Raúl Monier

Personal information
- Born: 7 May 1960 (age 66)

Chess career
- Country: Argentina
- Title: FIDE Master (1985)
- FIDE rating: 2401 (July 2026)
- Peak rating: 2423 (October 2003)

= Raúl Monier =

Argentine chess player

Raúl Monier (born 7 May 1960), is an Argentine chess FIDE Master (FM) (1985).

==Biography==
From the end of 1970s to the begin to 1980s Raúl Monier was one of Argentina's leading chess players. In 1983, he participated in the Argentine Chess Championship final and shared 3rd-5th place. Raúl Monier twice participated in American Continental Chess Championships (2003, 2005).

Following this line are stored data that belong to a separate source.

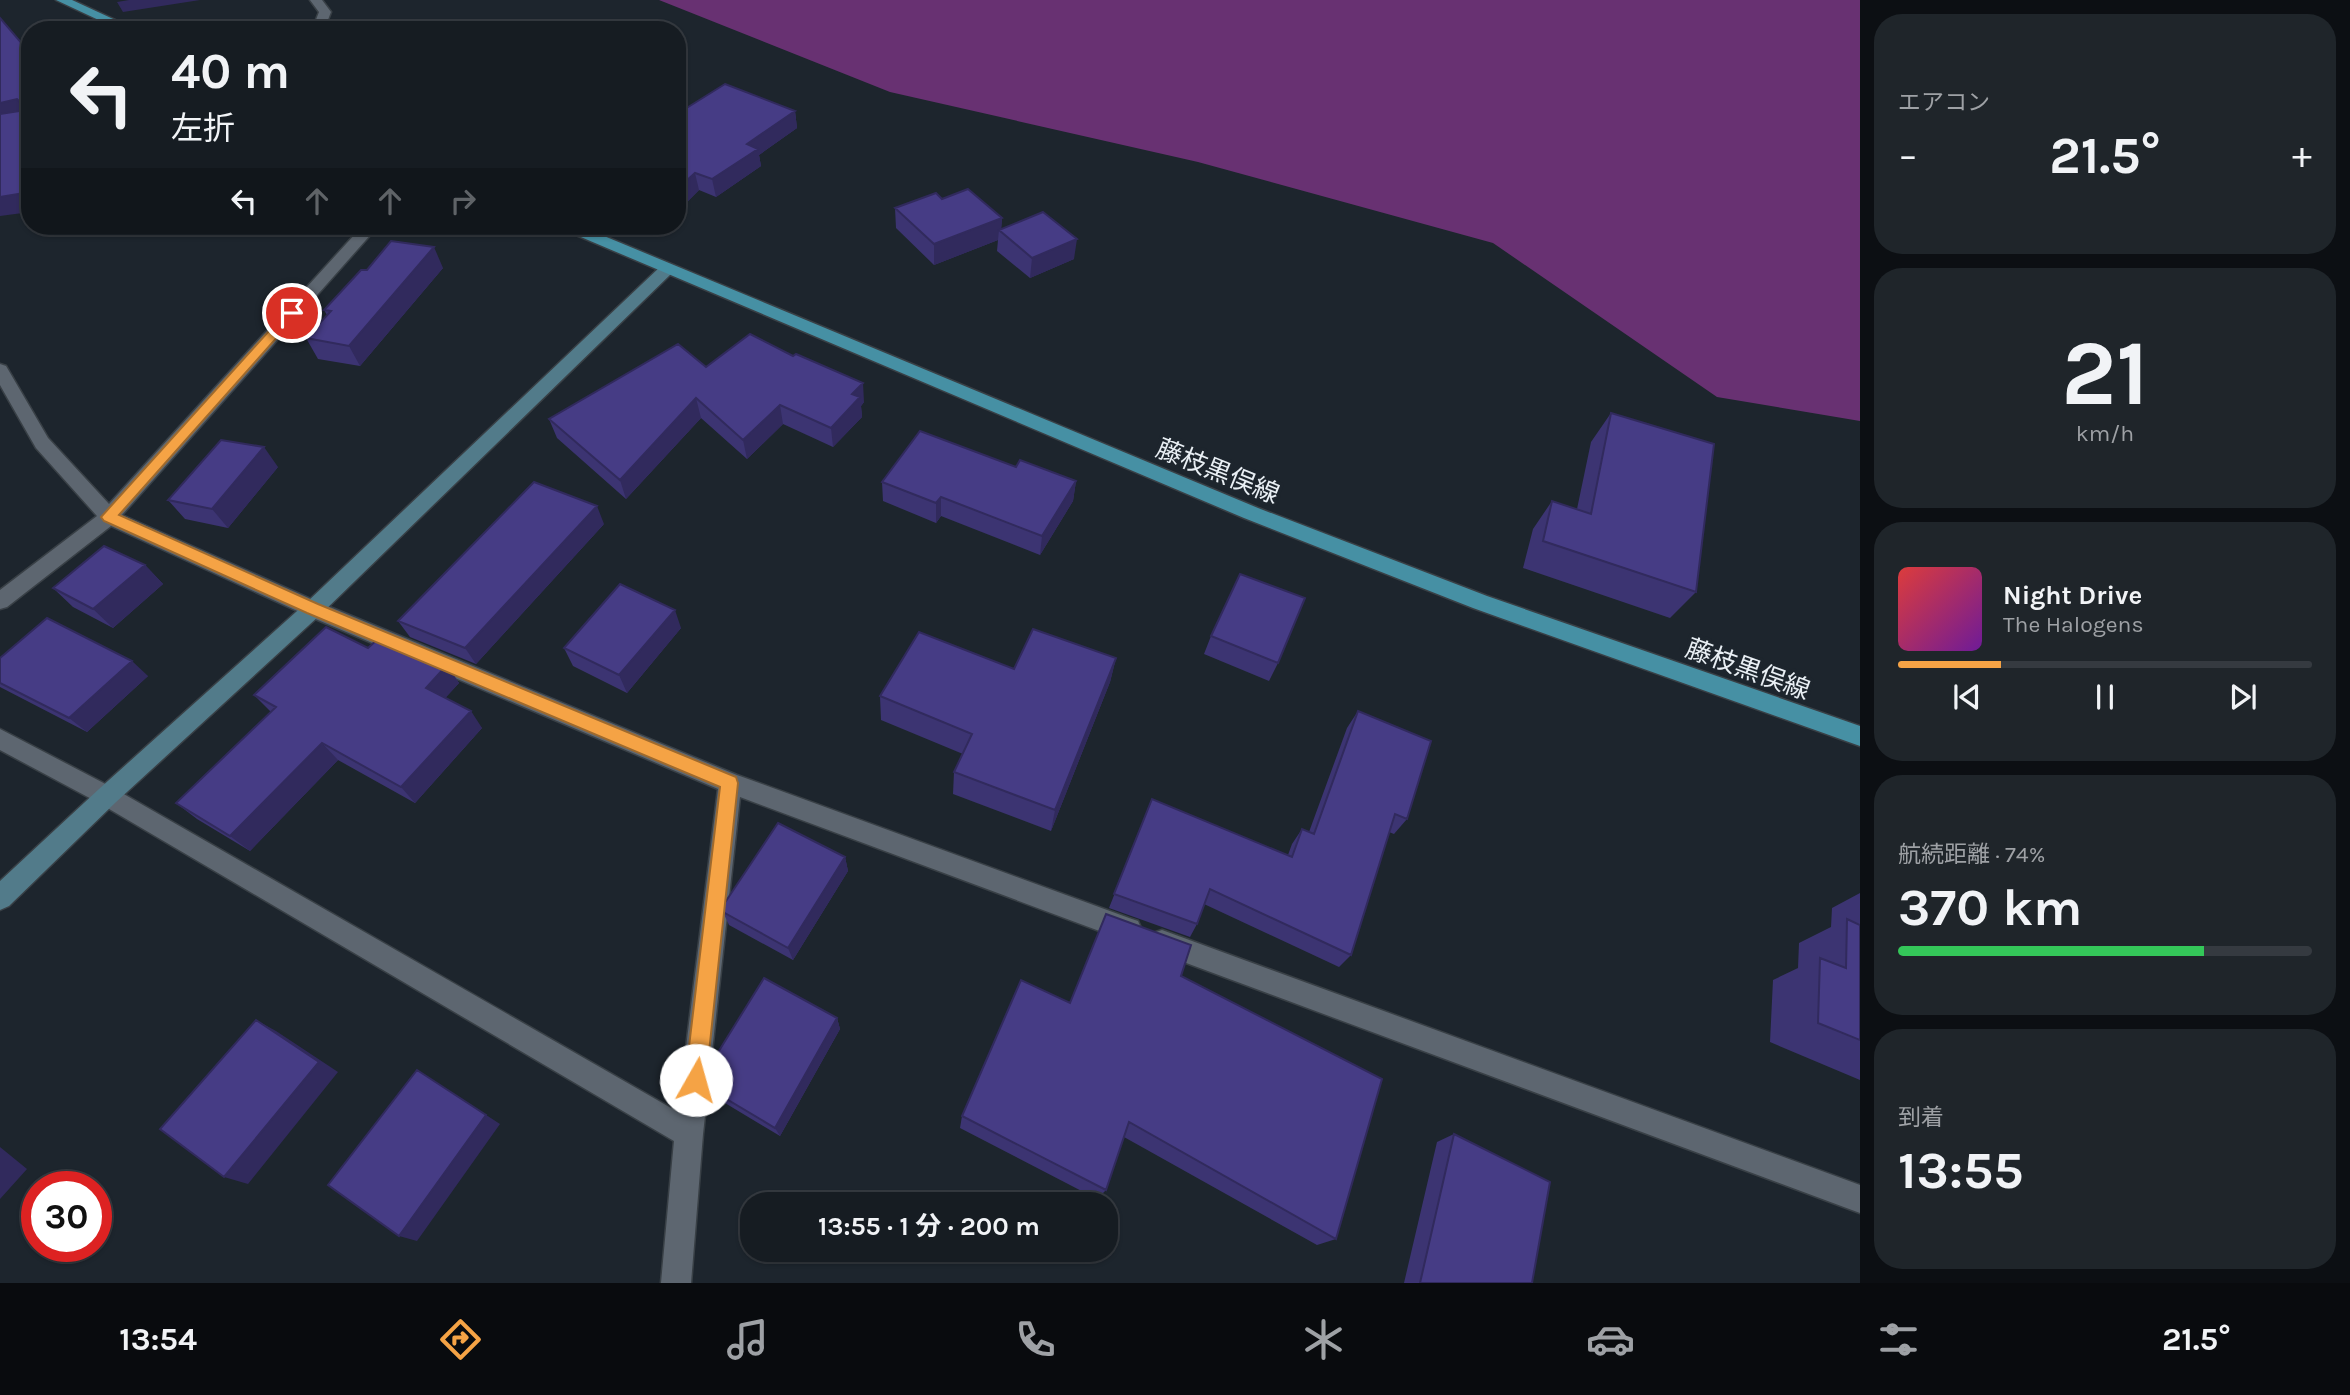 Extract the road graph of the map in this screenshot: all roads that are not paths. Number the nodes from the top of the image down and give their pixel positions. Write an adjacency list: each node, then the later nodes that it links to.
1 (62, 0): 3 (main road)
2 (316, 0): 4 (street)
3 (110, 21)
4 (322, 21)
5 (362, 235): 9 (street)
6 (588, 235): 7 (main road, 藤枝黒俣線)
7 (667, 269): 11 (street); 12 (main road, 藤枝黒俣線)
8 (0, 370): 9 (street)
9 (109, 517): 10 (street); 11 (street)
10 (0, 601)
11 (313, 609): 14 (street); 15 (street)
12 (1860, 737)
13 (0, 739): 15 (street)
14 (730, 783): 17 (street); 18 (street)
15 (107, 796): 16 (street); 17 (street)
16 (0, 898)
17 (690, 1134): 19 (street)
18 (1860, 1199)
19 (676, 1283) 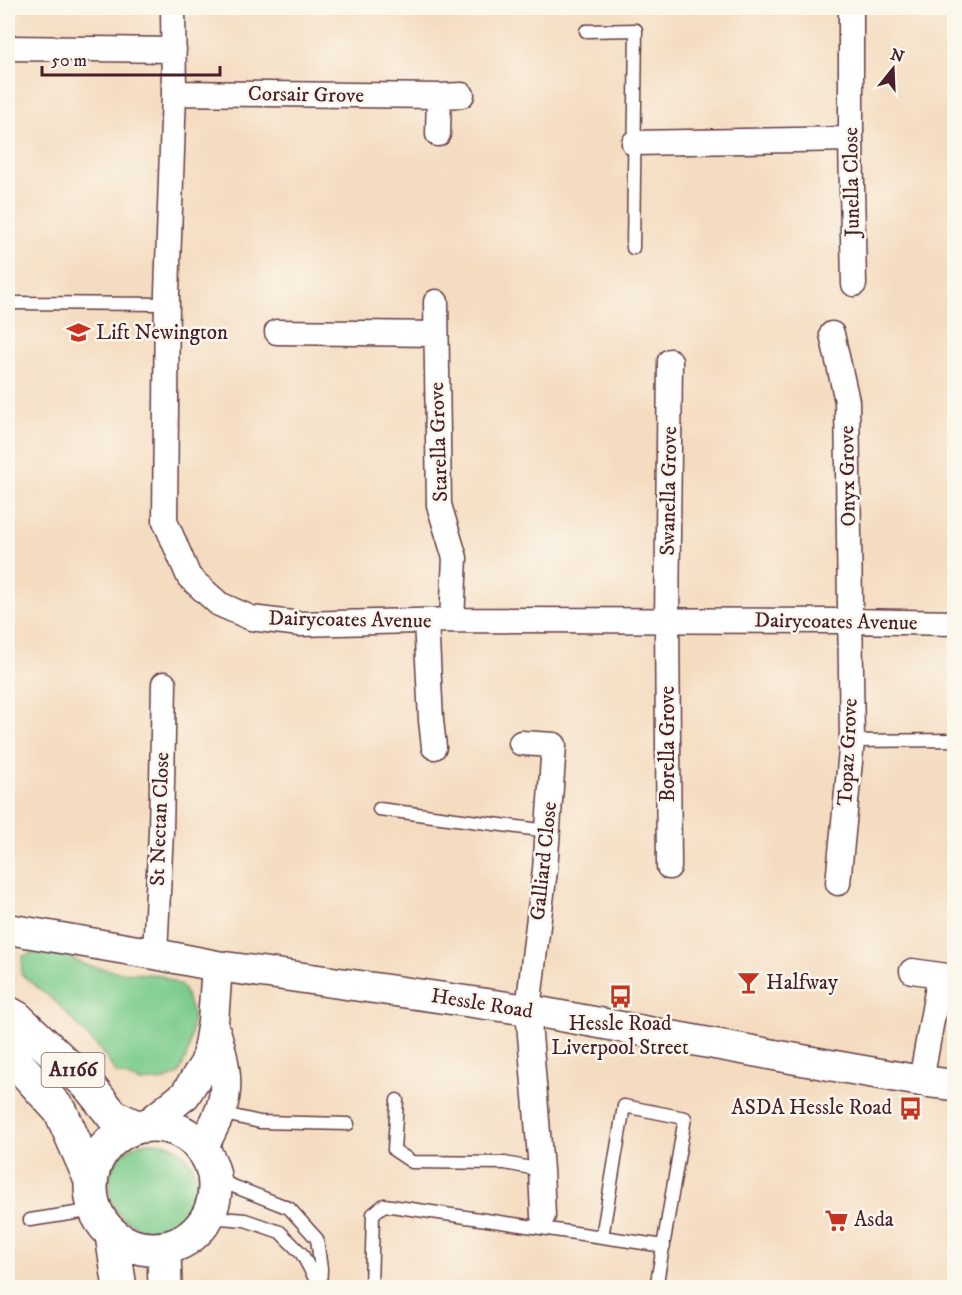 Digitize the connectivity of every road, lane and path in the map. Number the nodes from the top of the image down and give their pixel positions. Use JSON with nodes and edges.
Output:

Raúl Monier played for Argentina and Argentina B team in the Chess Olympiads:
- In 1978, at second reserve board in the 23rd Chess Olympiad in Buenos Aires (+4, =5, -1),
- In 1984, at second reserve board in the 26th Chess Olympiad in Thessaloniki (+3, =7, -1).

Raúl Monier played for Argentina in the World Youth U26 Team Chess Championship:
- In 1981, at fourth board in the 3rd World Youth U26 Team Chess Championship in Graz (+4, =3, -2).